• Instructions to follow:
Your answer must be the records below, given again exactly, with no pictures in it.

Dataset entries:
▼▼▼

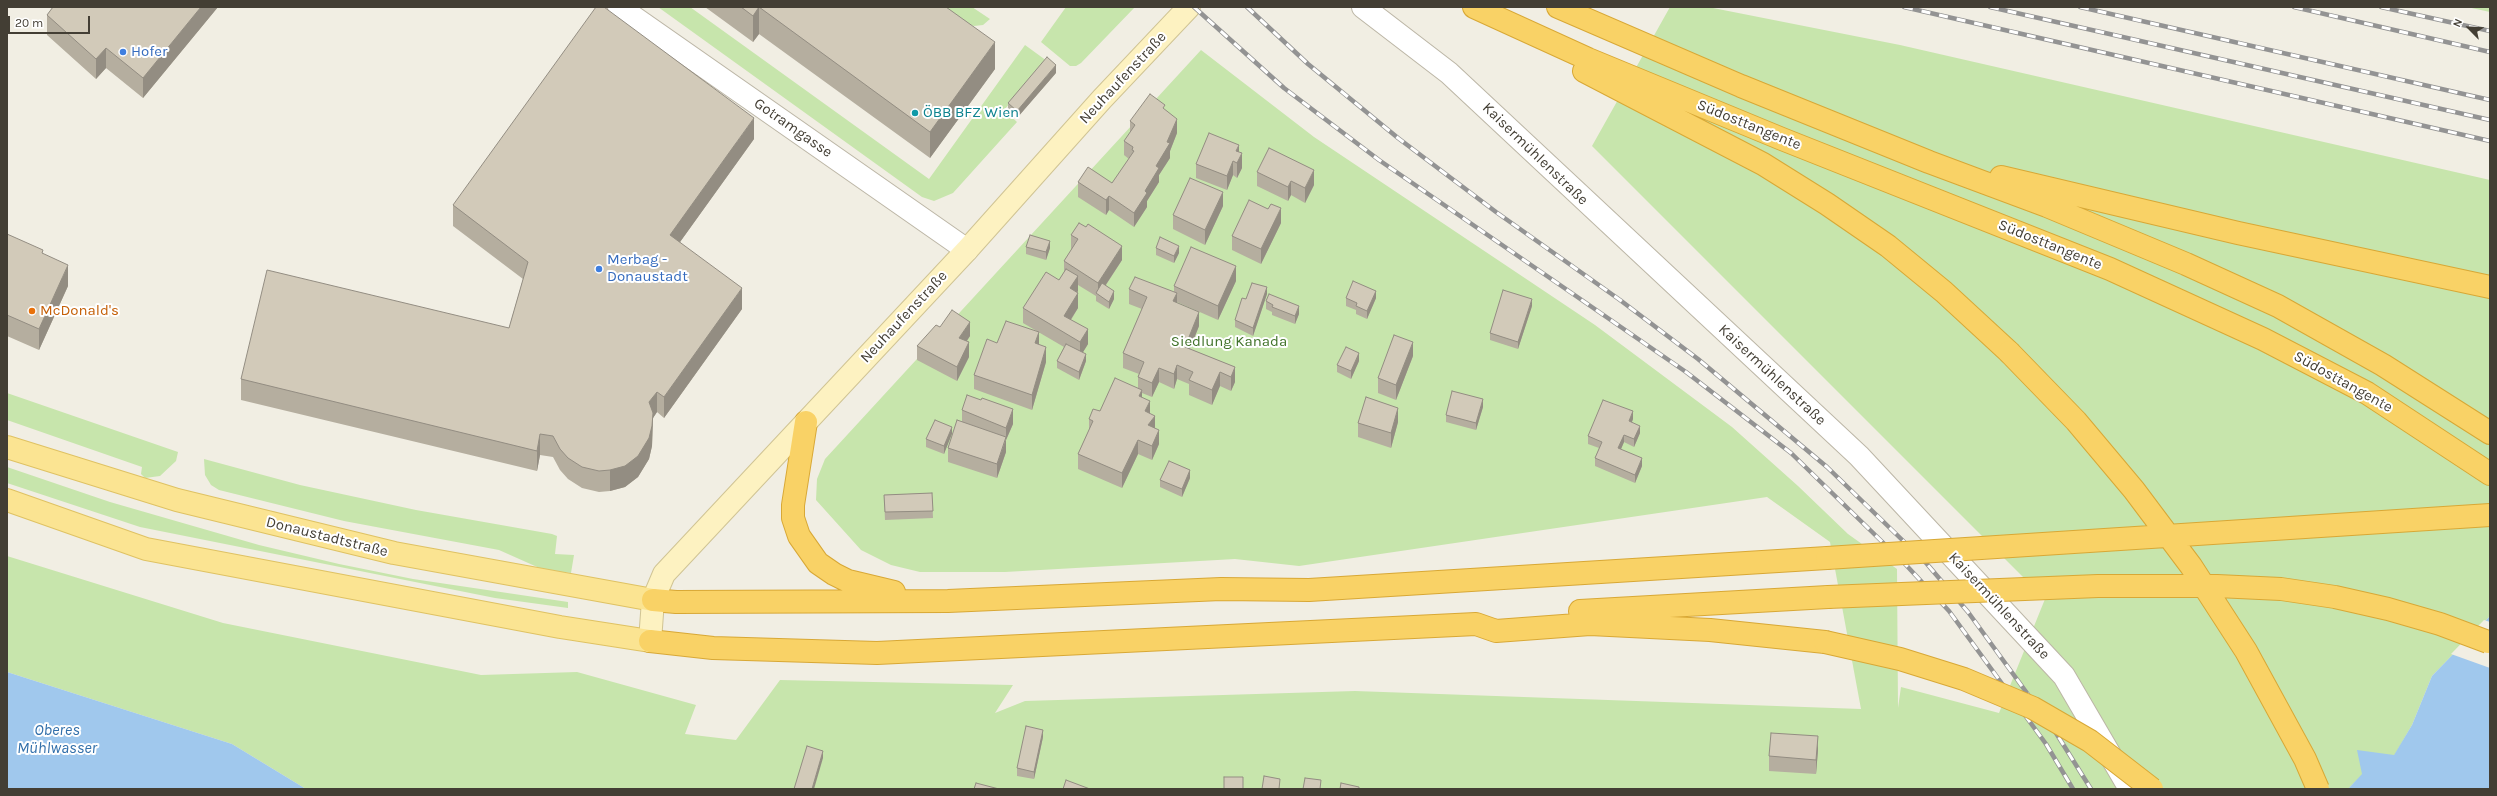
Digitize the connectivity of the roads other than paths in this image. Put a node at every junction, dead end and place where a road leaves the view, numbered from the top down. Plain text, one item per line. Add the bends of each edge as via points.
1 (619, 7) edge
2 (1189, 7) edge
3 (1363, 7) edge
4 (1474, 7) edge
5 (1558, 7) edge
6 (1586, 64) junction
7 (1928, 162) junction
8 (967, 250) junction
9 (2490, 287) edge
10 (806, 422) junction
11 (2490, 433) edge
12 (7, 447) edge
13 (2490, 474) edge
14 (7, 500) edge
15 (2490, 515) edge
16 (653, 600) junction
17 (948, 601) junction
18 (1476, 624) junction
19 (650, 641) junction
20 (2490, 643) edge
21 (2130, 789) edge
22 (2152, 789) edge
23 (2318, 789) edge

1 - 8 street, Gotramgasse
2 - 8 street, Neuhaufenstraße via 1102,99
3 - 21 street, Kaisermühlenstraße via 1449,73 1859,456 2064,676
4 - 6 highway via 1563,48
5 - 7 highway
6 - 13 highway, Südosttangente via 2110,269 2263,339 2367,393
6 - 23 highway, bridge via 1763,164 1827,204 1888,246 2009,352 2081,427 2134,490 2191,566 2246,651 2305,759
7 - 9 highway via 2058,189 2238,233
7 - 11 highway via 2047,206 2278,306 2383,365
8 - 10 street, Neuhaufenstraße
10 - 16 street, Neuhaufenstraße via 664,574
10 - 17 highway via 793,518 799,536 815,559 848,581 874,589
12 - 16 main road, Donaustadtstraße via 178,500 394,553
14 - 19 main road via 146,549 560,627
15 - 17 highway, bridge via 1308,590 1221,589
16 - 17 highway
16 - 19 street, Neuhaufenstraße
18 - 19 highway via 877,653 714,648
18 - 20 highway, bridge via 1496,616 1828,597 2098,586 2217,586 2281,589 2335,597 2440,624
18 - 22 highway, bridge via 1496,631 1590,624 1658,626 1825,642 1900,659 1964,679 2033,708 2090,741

▲▲▲

• Response below:
Digitize the connectivity of the roads other than paths in this image. Put a node at every junction, dead end and place where a road leaves the view, numbered from the top down. Plain text, one item per line. Add the bends of each edge as via points.
1 (619, 7) edge
2 (1189, 7) edge
3 (1363, 7) edge
4 (1474, 7) edge
5 (1558, 7) edge
6 (1586, 64) junction
7 (1928, 162) junction
8 (967, 250) junction
9 (2490, 287) edge
10 (806, 422) junction
11 (2490, 433) edge
12 (7, 447) edge
13 (2490, 474) edge
14 (7, 500) edge
15 (2490, 515) edge
16 (653, 600) junction
17 (948, 601) junction
18 (1476, 624) junction
19 (650, 641) junction
20 (2490, 643) edge
21 (2130, 789) edge
22 (2152, 789) edge
23 (2318, 789) edge

1 - 8 street, Gotramgasse
2 - 8 street, Neuhaufenstraße via 1102,99
3 - 21 street, Kaisermühlenstraße via 1449,73 1859,456 2064,676
4 - 6 highway via 1563,48
5 - 7 highway
6 - 13 highway, Südosttangente via 2110,269 2263,339 2367,393
6 - 23 highway, bridge via 1763,164 1827,204 1888,246 2009,352 2081,427 2134,490 2191,566 2246,651 2305,759
7 - 9 highway via 2058,189 2238,233
7 - 11 highway via 2047,206 2278,306 2383,365
8 - 10 street, Neuhaufenstraße
10 - 16 street, Neuhaufenstraße via 664,574
10 - 17 highway via 793,518 799,536 815,559 848,581 874,589
12 - 16 main road, Donaustadtstraße via 178,500 394,553
14 - 19 main road via 146,549 560,627
15 - 17 highway, bridge via 1308,590 1221,589
16 - 17 highway
16 - 19 street, Neuhaufenstraße
18 - 19 highway via 877,653 714,648
18 - 20 highway, bridge via 1496,616 1828,597 2098,586 2217,586 2281,589 2335,597 2440,624
18 - 22 highway, bridge via 1496,631 1590,624 1658,626 1825,642 1900,659 1964,679 2033,708 2090,741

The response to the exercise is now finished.